É inevitável a preocupação do Direito com a limitação do poder nas várias formas em que se apresenta na sociedade. Para o Direito Eleitoral, a preocupação ganha força na medida em que se trata do processo de escolha dos governantes, cuja legitimidade depende da realização dos princípios da igualdade e da liberdade do voto.
O legislador preocupou-se em discriminar as principais vertentes de poder, elegendo o poder econômico, político e da comunicação social como os principais focos de disseminação de abuso com potencialidade lesiva e real capacidade de incidência nos processos eleitorais.
A Lei Eleitoral criou normas de controle dos veículos de comunicação social reconhecendo sua potencialidade lesiva, especialmente pela veloz propagação e alcance de suas transmissões. Além disso, o emprego de mensagens subliminares é capaz de influenciar a vontade do eleitor. Desde dia 1 de julho e até a data da eleição, são vedadas às emissoras de rádio e televisão a divulgação de entrevistas jornalísticas ou programas que, de alguma forma, possam configurar benefício a um ou outro candidato ou caracterizar tratamento privilegiado, seja por meio de manifestações de apoio ou pela propaganda negativa.
O abuso do poder econômico em definição sintética dada pelo Tribunal Superior Eleitoral se refere “à utilização excessiva, antes ou durante a campanha eleitoral, de recursos materiais ou humanos, que representem valor econômico, buscando beneficiar candidato, partido ou coligação, afetando assim a normalidade e a legitimidade das eleições.”
O abuso do poder político, por sua vez, estará caracterizado sempre que o agente público se utilizar do cargo ou função com desvio de finalidade, visando obter vantagem eleitoral para si ou para terceiros, desequilibrando o pleito.
A ação corrosiva do abuso do poder, não raras vezes, conduz ao comando do Executivo ou a ocupação de cadeiras nos parlamentos representantes vinculados a interesses de grupos econômicos, dos quais se tornam reféns, em maior ou menor escala.
As práticas abusivas, via de regra, se apresentam de forma oblíqua, sorrateira, escudadas em atos ilícitos, levada a efeito diretamente pelo interessado ou por terceiros a seu mando, ou, de forma subliminar, induzindo o eleitor a optar por determinado candidato.
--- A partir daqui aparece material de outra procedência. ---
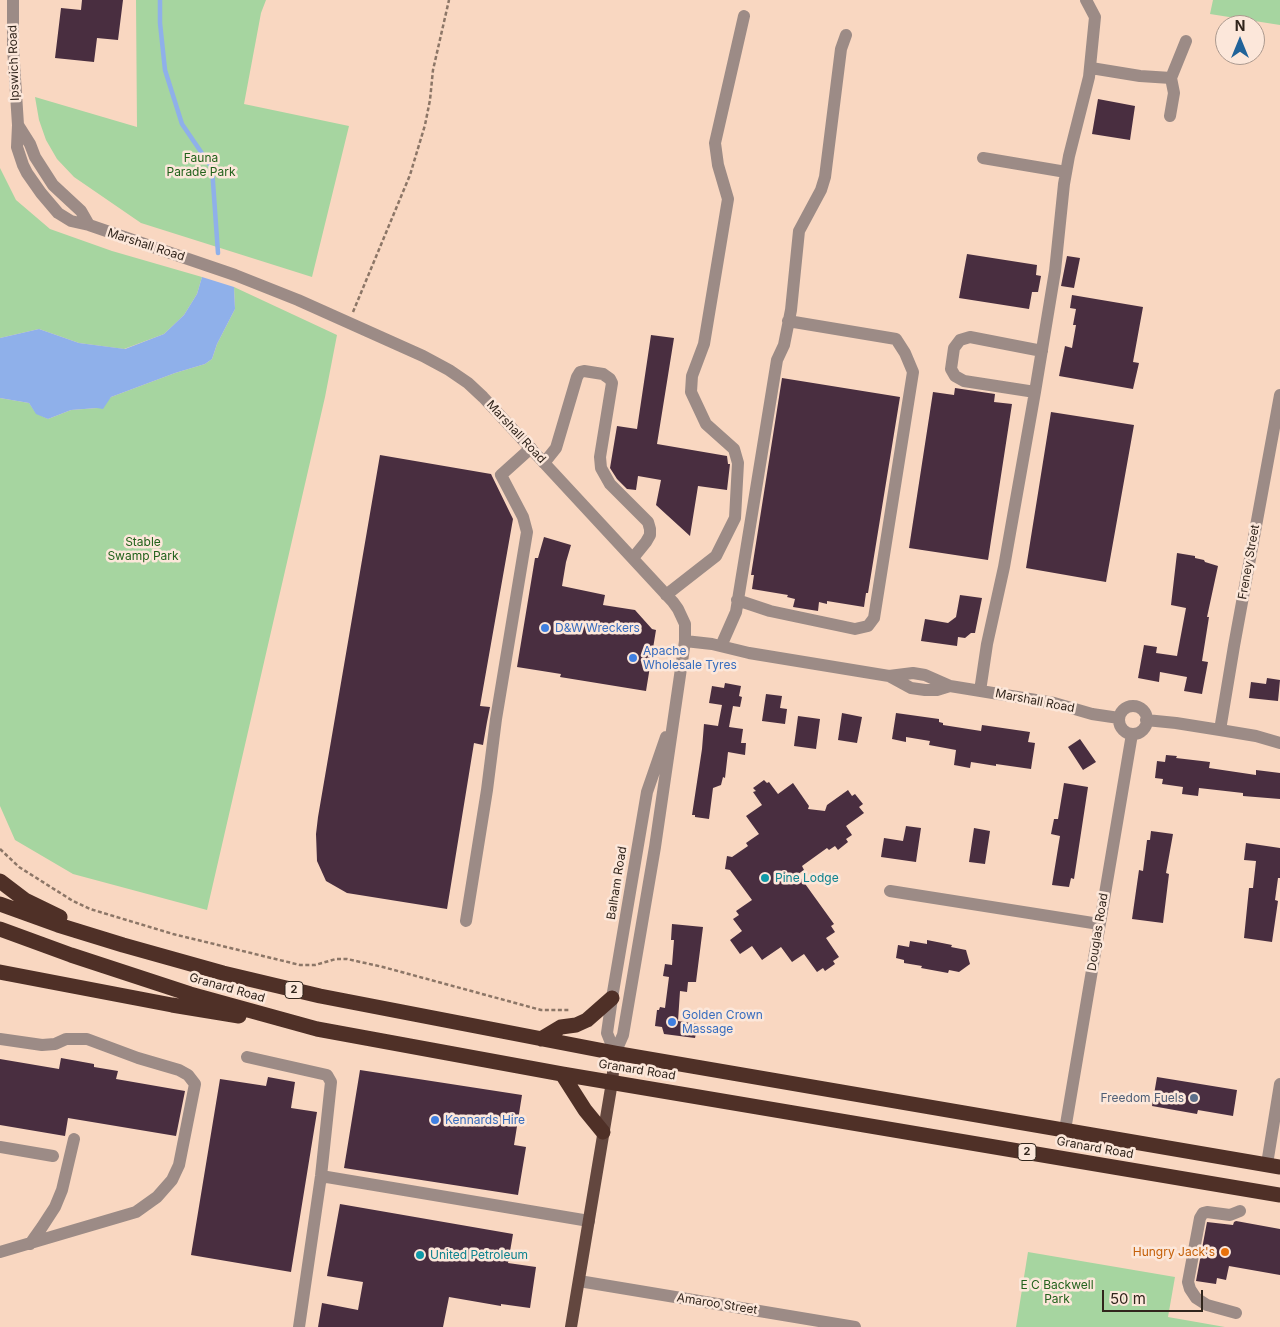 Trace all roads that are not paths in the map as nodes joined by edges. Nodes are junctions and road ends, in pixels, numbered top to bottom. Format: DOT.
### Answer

É comum o entrelaçamento das práticas abusivas, numa imbricação de interesses onde se revela a utilização do poder político e do poder econômico para a distribuição de benesses de toda ordem às vésperas do pleito, o financiamento indireto de propaganda eleitoral ou a utilização dos programas sociais e da máquina administrativa, ferindo os princípios basilares do jogo democrático.
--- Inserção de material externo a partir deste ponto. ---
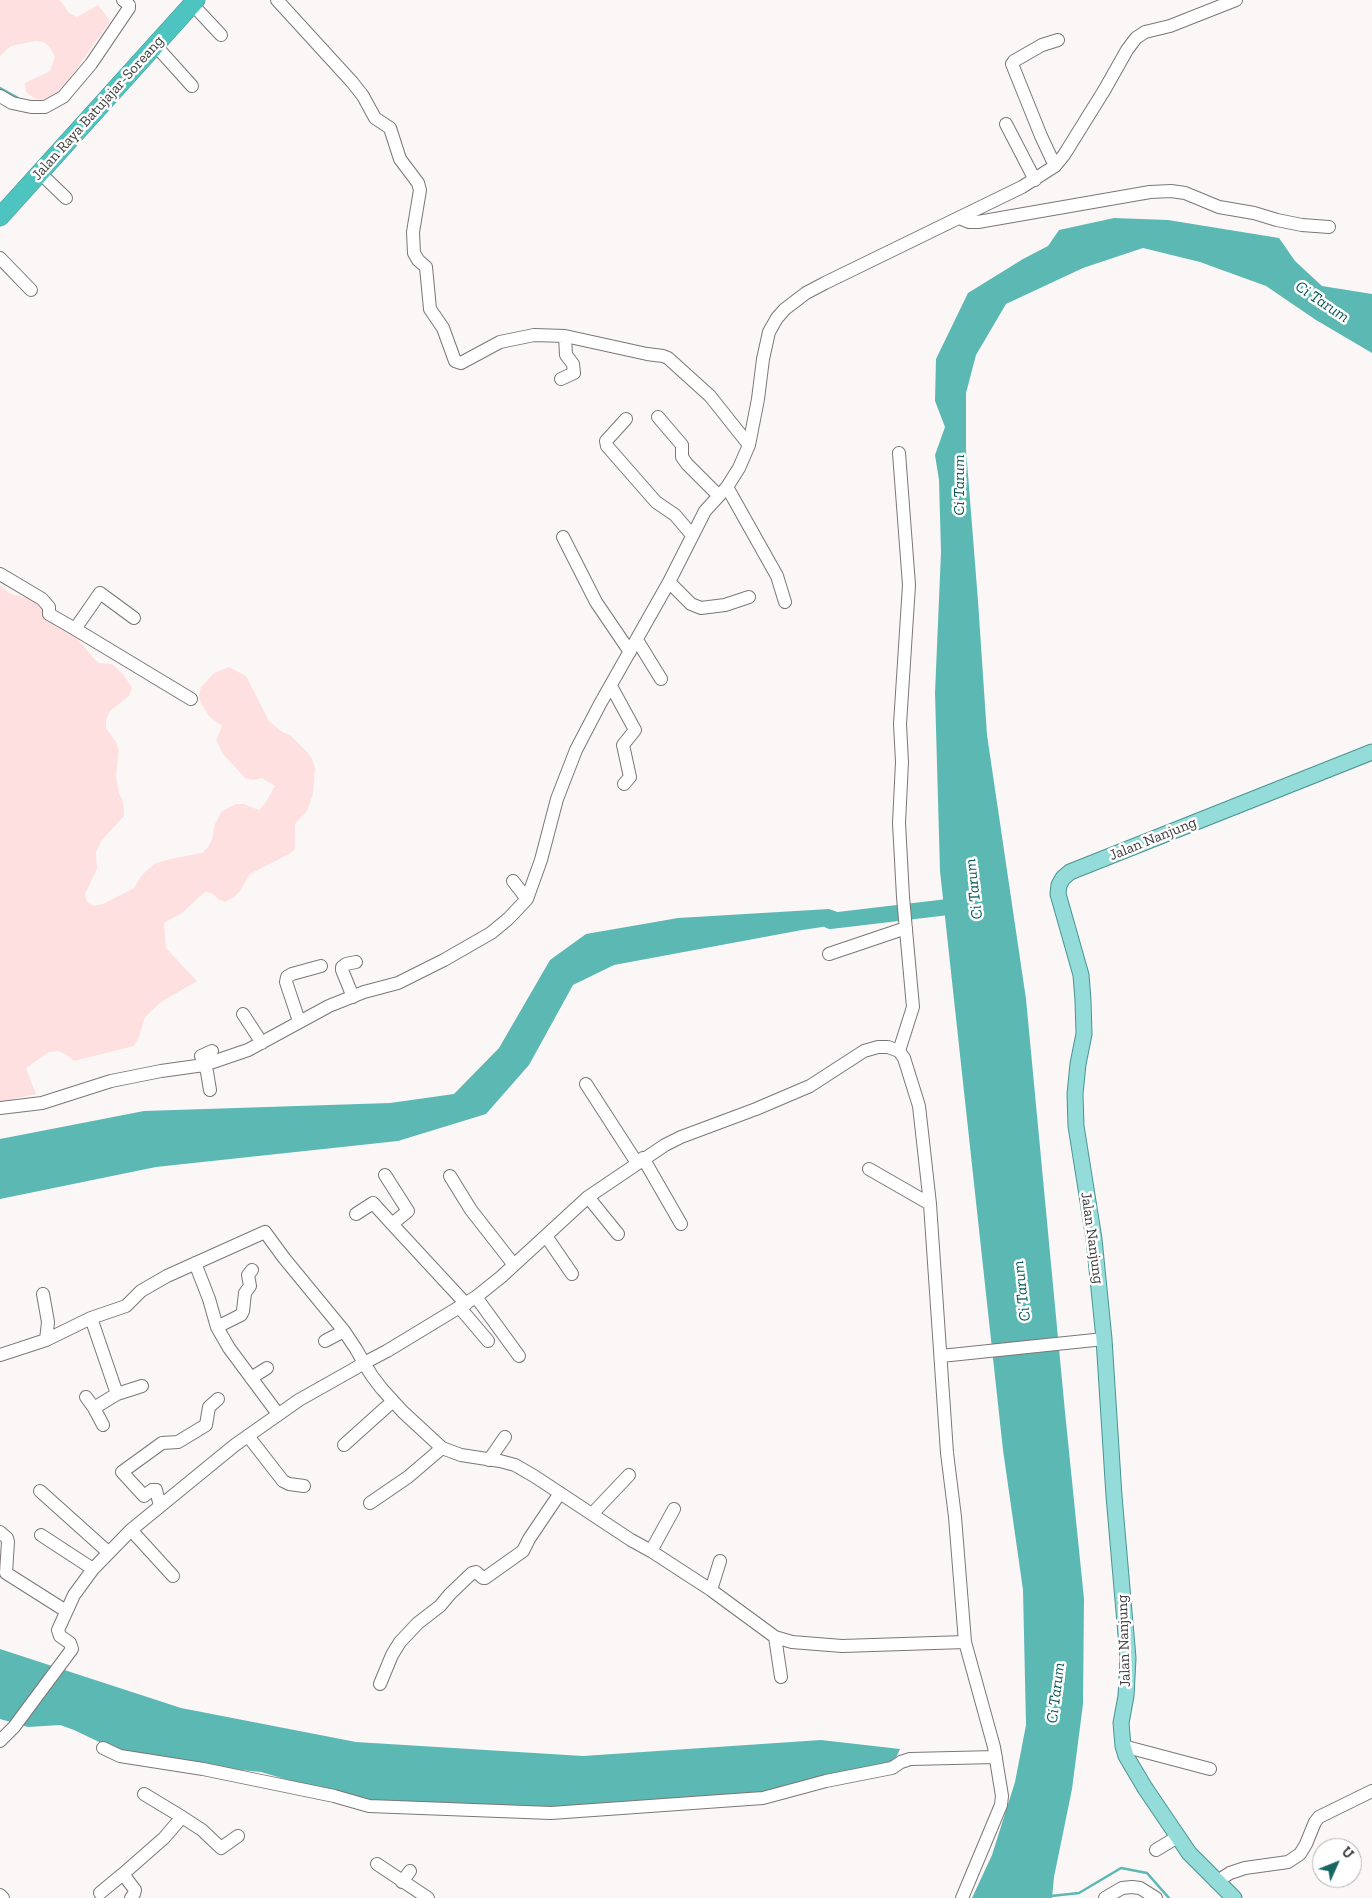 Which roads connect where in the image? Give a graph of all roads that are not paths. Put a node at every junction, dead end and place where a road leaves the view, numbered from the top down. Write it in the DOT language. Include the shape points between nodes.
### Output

A fim de conter a ação perniciosa e abusiva do poder, a Lei Complementar 64, de 1990, modificada pela LC 135/2010 (ficha limpa) estabeleceu procedimento no qual os partidos, coligações, candidatos e o Ministério Público poderão requerer a apuração dos fatos. A procedência de ação por abuso de poder conduz a declaração de inelegibilidade dos envolvidos por oito anos e, ainda, a cassação do registro ou diploma do candidato beneficiado.
A contenção do abuso do poder econômico, comum nas campanhas eleitorais, é de tal modo fundamental para o fortalecimento das instituições democráticas e da legitimidade das eleições que a própria Constituição Federal estabeleceu a possibilidade de impugnação do mandato eletivo, obtido mediante abuso de poder econômico, corrupção ou fraude, em ação movida perante a Justiça Eleitoral, em até 15 dias após a diplomação (CF Art. 14, §10).
O aperfeiçoamento da democracia brasileira, é inegável, carece de uma reforma política que corrija as distorções do sistema político de representação e que estabeleça limites ao financiamento privado das campanhas eleitorais. Da mesma forma, se impõe o enfrentamento de temas como a injustiça social, urbana e rural, que coloca milhões de pessoas em estado de vulnerabilidade e que favorece a ação abusiva dos detentores do poder, bem como a regulação e democratização das comunicações (grande parte das concessões de rádio e televisão pertencem a deputados, senadores e grupos políticos tradicionais).
Enquanto avançamos na consolidação democrática, a utilização dos mecanismos legais de contenção do abuso de poder, com ação fiscalizatória dos partidos, candidatos e Ministério Público, bem como pela atuação da Justiça Eleitoral, contribui para a garantia da legitimidade do processo eleitoral de escolha dos governantes.